The findings, published in the journal Nature Medicine, suggest that AI-based population screening could be useful in detecting people at risk of developing the disease, which could speed up the diagnosis of the disease, which is often in advanced stages with poor treatment and diagnosis efficacy.

Currently, there are no population-based tools for pancreatic cancer screening on a large scale. People with family history and certain gene mutations that predispose them to pancreatic cancer are screened in a targeted way, but researchers say such targeted screening may miss other cases that fall outside those categories.

A new study suggests that artificial intelligence (AI) may contribute to early diagnosis of pancreatic cancer, according to the Washington Post.

artificial intelligence

The new study, published last month in Nature Medicine, shows that AI screening could enable earlier diagnosis of pancreatic cancer and lead to more effective treatment.

In tests on a large number of patients, the AI tool successfully identified people at risk of pancreatic cancer, reviewed their medical records, and found evidence of increased risk three years before they were diagnosed.

According to the Mayo Clinic, pancreatic cancer is rarely detected in its early, more curable stages, as symptoms often do not appear until it has spread to other organs.
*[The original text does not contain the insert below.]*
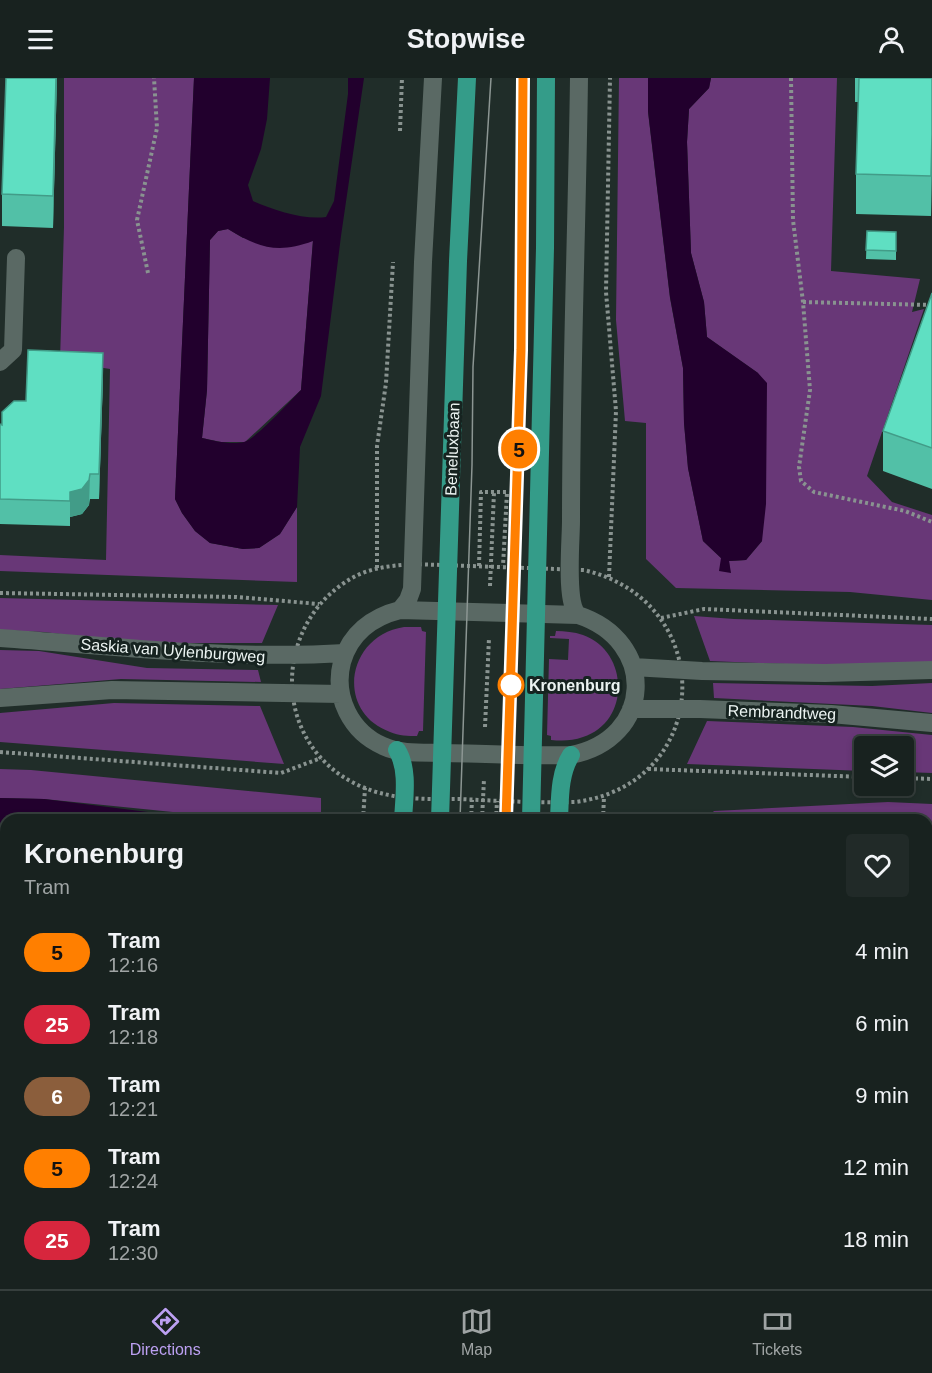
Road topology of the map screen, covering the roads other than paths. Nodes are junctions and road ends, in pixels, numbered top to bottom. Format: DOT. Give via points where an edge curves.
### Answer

The need for early detection is clear, as the disease is highly aggressive and usually diagnosed late, leading to poor prognosis.

The researchers used data from medical records of patients in both the United States and Denmark from 1977 to 2020.

They studied a group of 6.2 million Danish patients (of whom 23,985 were diagnosed with pancreatic cancer) and a group of 3 million veterans receiving treatment. Among the veterans, 3,864 were eventually diagnosed with the disease.

The researchers analyzed the data using machine learning models and taught them to predict cancer risk based on symptoms and various diagnosis codes in patients' medical records.

“AI tools that can focus on people at risk of pancreatic cancer can help improve clinical decision-making,” said Chris Sander, a biologist at Harvard Medical School.

About 44% of people diagnosed with pancreatic cancer at an early stage of the disease are alive five years after diagnosis, but only 12% of those diagnosed are diagnosed at an early stage. If the tumor has grown beyond the site of origin, survival rates drop to between 2-9%.